This documentation is work in progress and will be released with the next WSO2 EI version.
General Data Protection Regulation (GDPR) for WSO2 EI - WSO2 Enterprise Integrator 6.x.x - WSO2 Documentation

All docs This doc
||
Skip to end of metadata
Go to start of metadata

WSO2 Enterprise Integrator (WSO2 EI) consists of four profiles (ESB, Message Broker, Business Process Server, and Analytics) that can persist a user's personally identifiable information (PII) in various sources, namely log files and RDBMSs. However, organizations that use WSO2 EI have a legal obligation to remove all instances of a user's PII from the system if the relevant user requests. For example, consider a situation where an employee resigns from the organization and, thereby, requests the organization to remove all instances of one's PII from the organization's system. You can fulfill this requirement by anonymizing the user's PII in the system, or (in some cases) by completely removing such PII from the system.

See the topics given below for instructions on how to remove PII from each profile of WSO2 EI.

What is GDPR?

The General Data Protection Regulation (GDPR) is a new legal framework that was formalized by the European Union (EU) in 2016. It comes into effect from 28, May 2018. GDPR requires any organization that processes Personally Identifiable Information (PII) of individuals who live in Europe, to be compliant with the regulations. Organizations that fail to demonstrate GDPR compliance are subjected to financial penalties.

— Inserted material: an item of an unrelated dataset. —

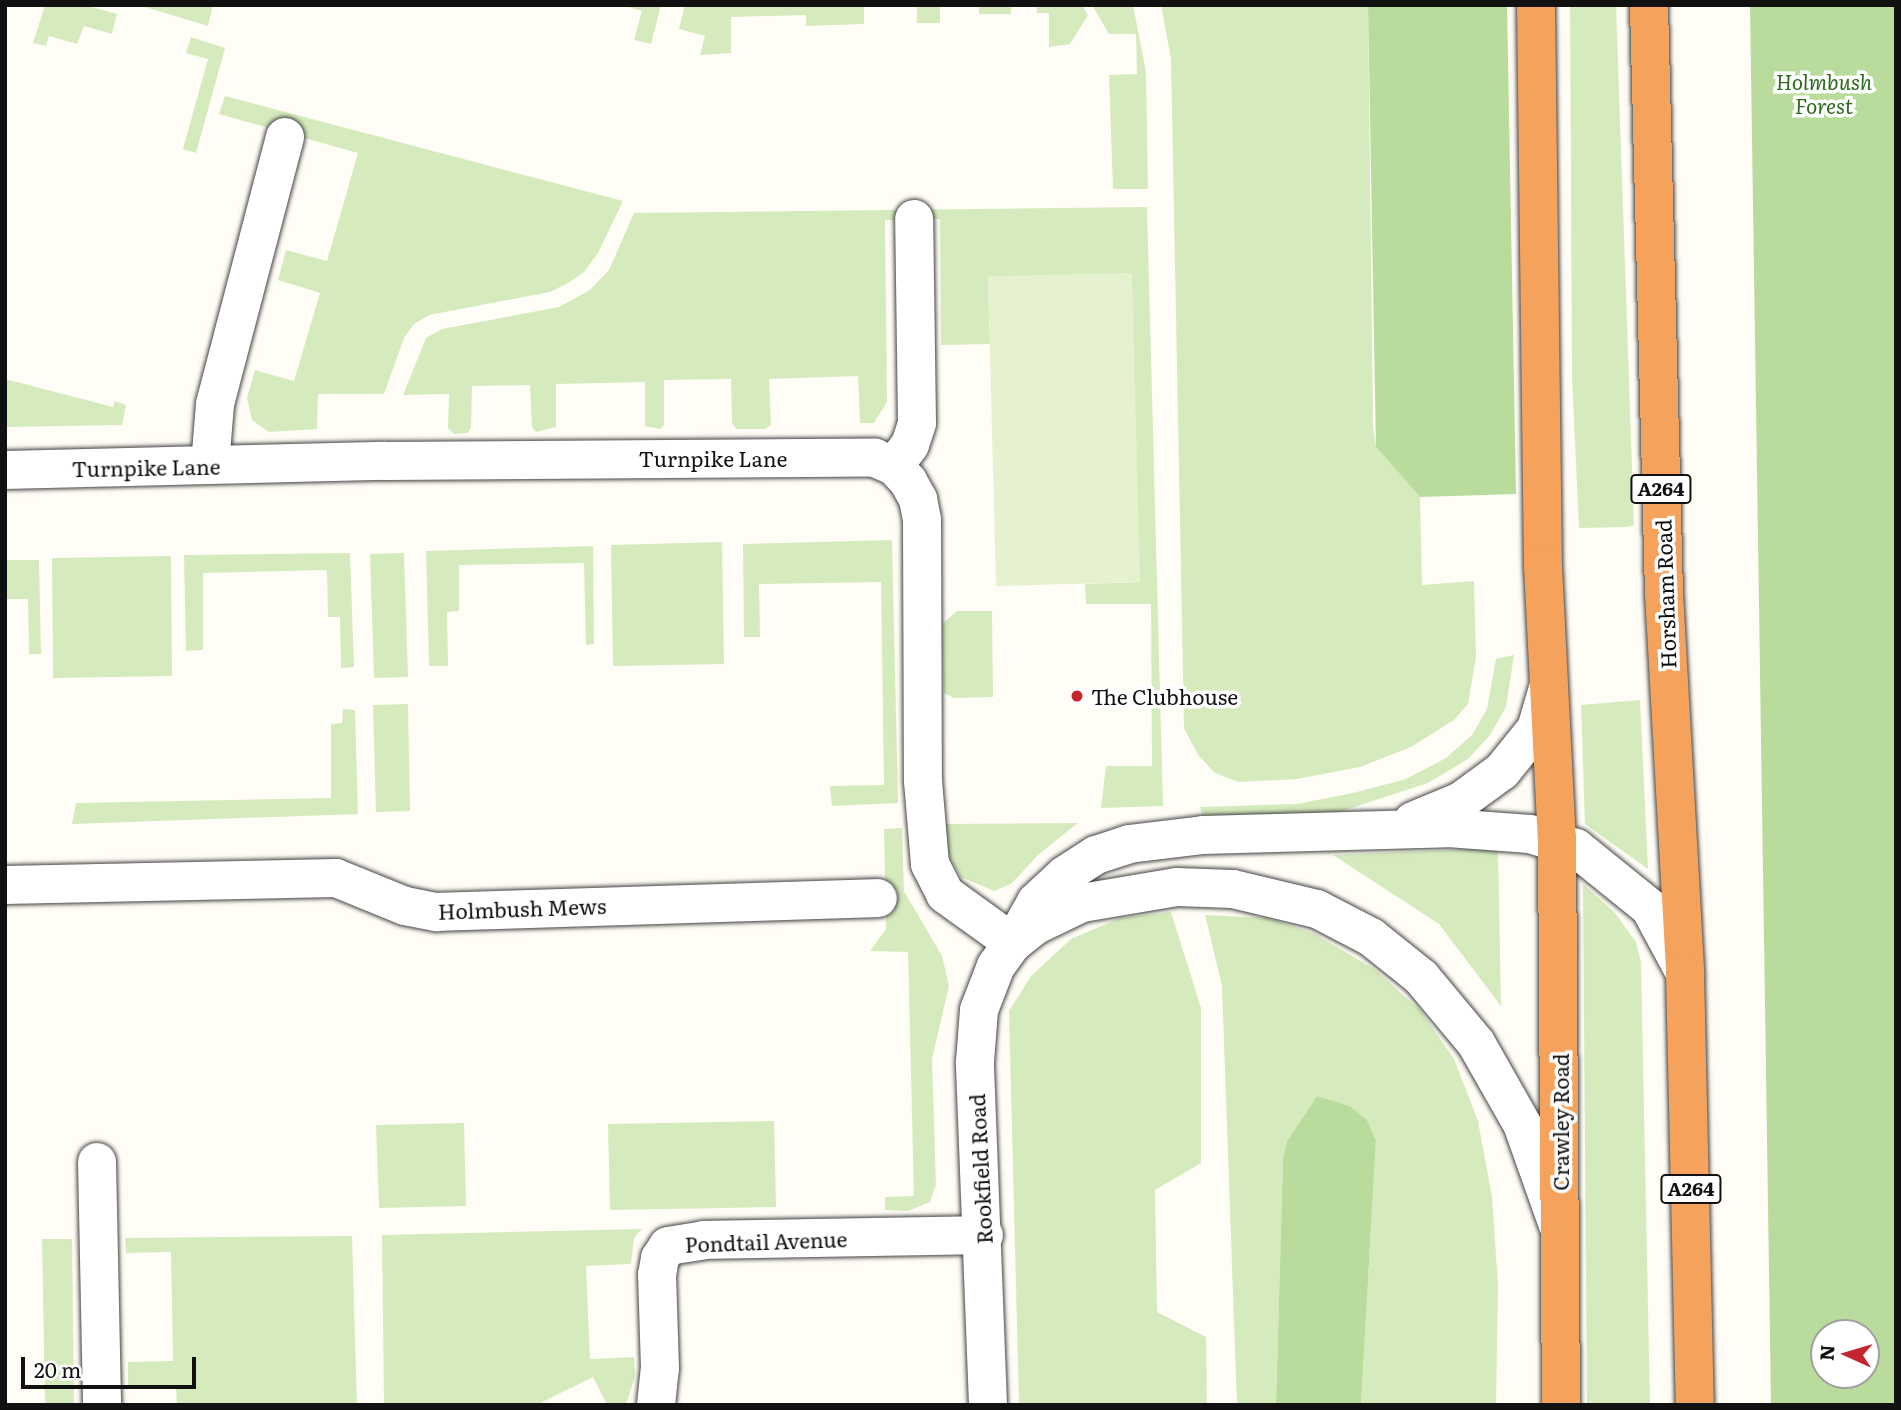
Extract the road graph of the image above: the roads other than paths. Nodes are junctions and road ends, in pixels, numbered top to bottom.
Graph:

Do you want to learn more about GDPR?

If you are new to GDPR, we recommend that you take a look at our tutorial series on Creating a Winning GDPR Strategy.

For more resources on GDPR, see the white papers, case studies, solution briefs, webinars, and talks published on our WSO2 GDPR homepage. You can also find the original GDPR legal text here.

How WSO2 EI persists a user's PII

Each profile of WSO2 EI persists user information in various different sources as explained below.

ESB Profile

The ESB profile can persist PII in various log files (carbon logs, audit logs, API logs, and service-specific logs) depending on the mediation logic defined. The ESB does not persist a user's PII in any RDBMS by default.

BPS Profile

The BPS profile of WSO2 EI contains three main components: BPMN, BPEL, and Human Tasks. These components will persist a user's PII in various ways as explained below.

  • If you have workflows defined in any one of the above components or all of them, PII of users will get stored in the relevant RDBMS.

    What are the RDBMSs used by the BPS profile?

    The BPS profile uses two separate databases dedicated to BPMN data and BPEL/Human Task data respectively. By default, these are two H2 databases that are shipped with the product. You can find out more about these databases from here.

  • All three components will also persist user information in log files (carbon logs and audit logs).
Message Broker ProfileThe Message Broker profile does not persist any PII in any way.
Analytics Profile

The Analytics profile of WSO2 EI uses event streams, which contain user information (PII) in its schemas. This data is stored in two separate RDBMSs dedicated for the Analytics profile.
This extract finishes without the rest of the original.